Conversation from a Victorian marriage



      ‘Harry – you are sure you have not been astride Mrs Lade?’
      I was so amazed she had to say it twice.
      ‘Eh? Good God, girl, what do you mean?’
      ‘Have you mounted her?’
      I can’t think how I’ve kept my sanity, talking to that woman for sixty years. Of course, at the time we’d only been married for five, and I hadn’t plumbed the depths of her eccentricity. I could only gargle and exclaim:
      ‘Damnit, I’ve told you I haven’t! And where on earth – it is shocking to use expressions of that kind!’
      ‘Why? You use them – I heard you, at Lady Chalmers’, when you were talking to Jack Speedicut, and you were both remarking on Lottie Canvendish, and whatever her husband could see in such a foolish creature, and you said you expected he found her a good mount. I dare say I was not meant to hear.

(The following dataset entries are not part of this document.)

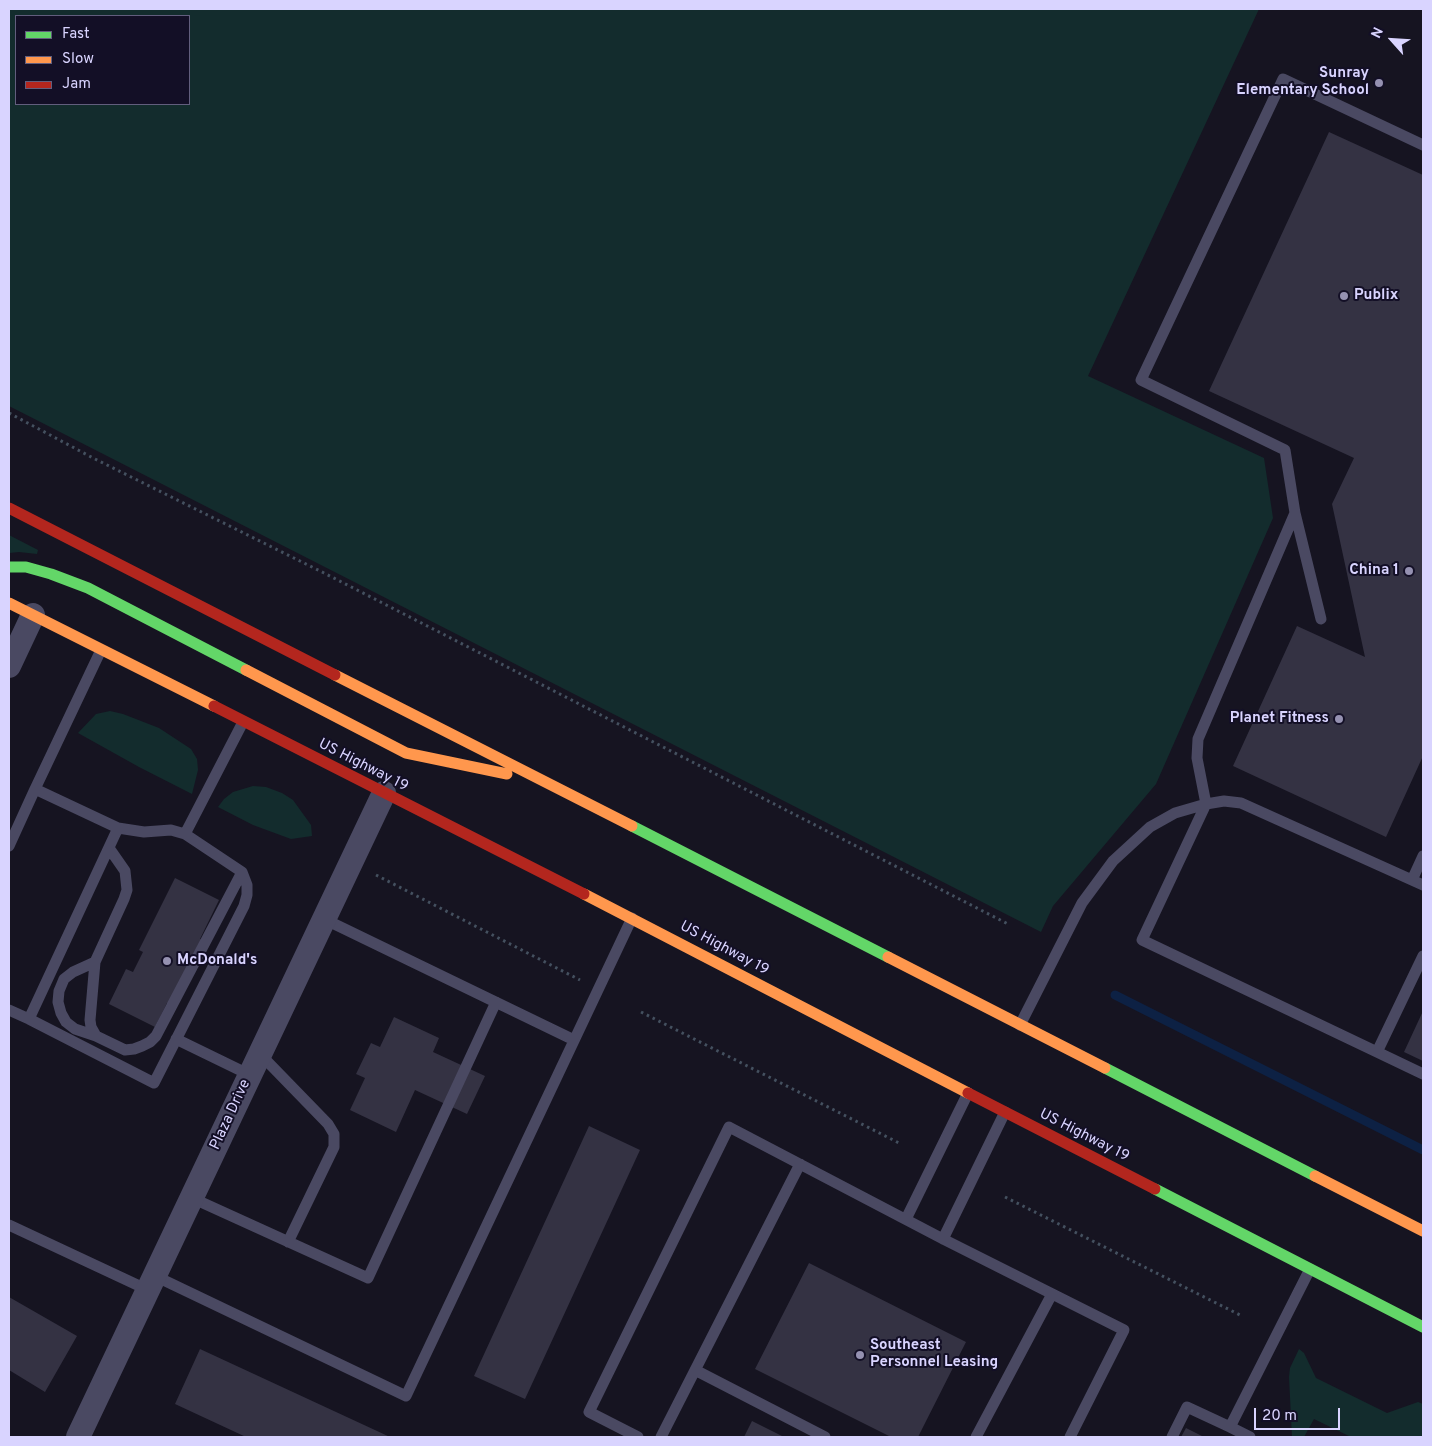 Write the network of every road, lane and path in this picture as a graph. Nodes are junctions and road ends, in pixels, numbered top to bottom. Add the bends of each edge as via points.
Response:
1 (1423, 145) edge
2 (9, 413) edge
3 (9, 508) edge
4 (1295, 513) junction
5 (9, 567) edge
6 (9, 603) edge
7 (33, 615) junction
8 (1321, 618) dead end
9 (101, 650) junction
10 (9, 666) edge
11 (243, 722) junction
12 (543, 782) junction
13 (35, 790) junction
14 (384, 793) junction
15 (1206, 804) junction
16 (118, 828) junction
17 (185, 834) junction
18 (9, 846) edge
19 (109, 848) junction
20 (1423, 856) edge
21 (242, 872) junction
22 (376, 875) dead end
23 (1412, 880) junction
24 (1423, 885) edge
25 (632, 918) junction
26 (324, 919) junction
27 (1010, 925) dead end
28 (1423, 956) edge
29 (95, 962) junction
30 (581, 980) dead end
31 (496, 1002) junction
32 (9, 1010) edge
33 (641, 1012) dead end
34 (29, 1020) junction
35 (1020, 1025) junction
36 (96, 1036) junction
37 (176, 1039) junction
38 (574, 1040) junction
39 (1377, 1052) junction
40 (255, 1065) junction
41 (1423, 1074) edge
42 (968, 1093) junction
43 (1005, 1112) junction
44 (902, 1144) dead end
45 (800, 1164) junction
46 (1005, 1197) dead end
47 (192, 1198) junction
48 (906, 1219) junction
49 (9, 1225) edge
50 (1423, 1231) edge
51 (944, 1239) junction
52 (288, 1242) junction
53 (1310, 1269) junction
54 (151, 1283) junction
55 (1052, 1294) junction
56 (1242, 1316) dead end
57 (1423, 1327) edge
58 (695, 1370) junction
59 (1230, 1427) junction
60 (83, 1436) edge
61 (638, 1437) edge
62 (661, 1437) edge
63 (825, 1437) edge
64 (976, 1437) edge
65 (1070, 1437) edge
66 (1172, 1437) edge
67 (1250, 1437) edge

1 - 4 lane via 1283,79 1141,380 1285,450
2 - 27 path
3 - 12 highway
4 - 8 lane
4 - 15 lane via 1198,739 1197,758
5 - 12 highway via 26,567 88,588 406,753
6 - 7 highway, US Highway 19
7 - 9 highway, US Highway 19
7 - 10 street
9 - 11 highway, US Highway 19
9 - 13 lane
11 - 14 highway, US Highway 19
11 - 17 lane
12 - 35 highway
13 - 16 lane
13 - 18 lane
14 - 25 highway, US Highway 19
14 - 26 street, Plaza Drive
15 - 23 lane via 1242,803
15 - 35 lane via 1175,814 1150,827 1113,861 1082,903
15 - 39 lane via 1142,940
16 - 17 lane via 144,832 171,830
16 - 19 lane
17 - 21 lane
19 - 29 lane via 125,871 126,890
19 - 34 lane
20 - 23 lane
21 - 36 lane via 156,1036 142,1046 125,1050
21 - 37 lane via 247,886 244,906
22 - 30 path
23 - 24 lane
25 - 38 lane
25 - 42 highway, US Highway 19
26 - 31 lane
26 - 40 street, Plaza Drive
28 - 39 lane
29 - 36 lane via 90,1020
29 - 36 lane via 64,979 58,1002 66,1022 75,1029
31 - 38 lane
31 - 52 lane via 368,1278
32 - 34 lane
33 - 44 path
34 - 37 lane via 154,1083
35 - 50 highway
37 - 40 lane
38 - 54 lane via 406,1396
39 - 41 lane
40 - 47 street, Plaza Drive
40 - 52 lane via 328,1124 334,1134 334,1146
42 - 43 highway, US Highway 19
42 - 48 lane
43 - 51 lane
43 - 53 highway, US Highway 19
45 - 48 lane
45 - 58 lane
45 - 61 lane via 729,1127 588,1412
46 - 56 path
47 - 52 lane
47 - 54 street, Plaza Drive
48 - 51 lane
49 - 54 lane
51 - 55 lane
53 - 57 highway, US Highway 19
53 - 59 lane
54 - 60 street, Plaza Drive
55 - 64 lane
55 - 65 lane via 1124,1330
58 - 62 lane
58 - 63 lane
59 - 66 lane via 1187,1407
59 - 67 lane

      ‘I should think not! and I can have said no such thing – and anyway, ladies ain’t meant to understand such . . . such vulgar words.'
      ‘The ladies who get mounted must understand them.’
      ‘They ain’t ladies!’
      ‘Why not? Lottie Canvendish is. So am I, and you have mounted me – lots of times.’ She sighed, and nestled close, God help us.

Flashman's Lady, pp.195-6, Pan edition, 1979.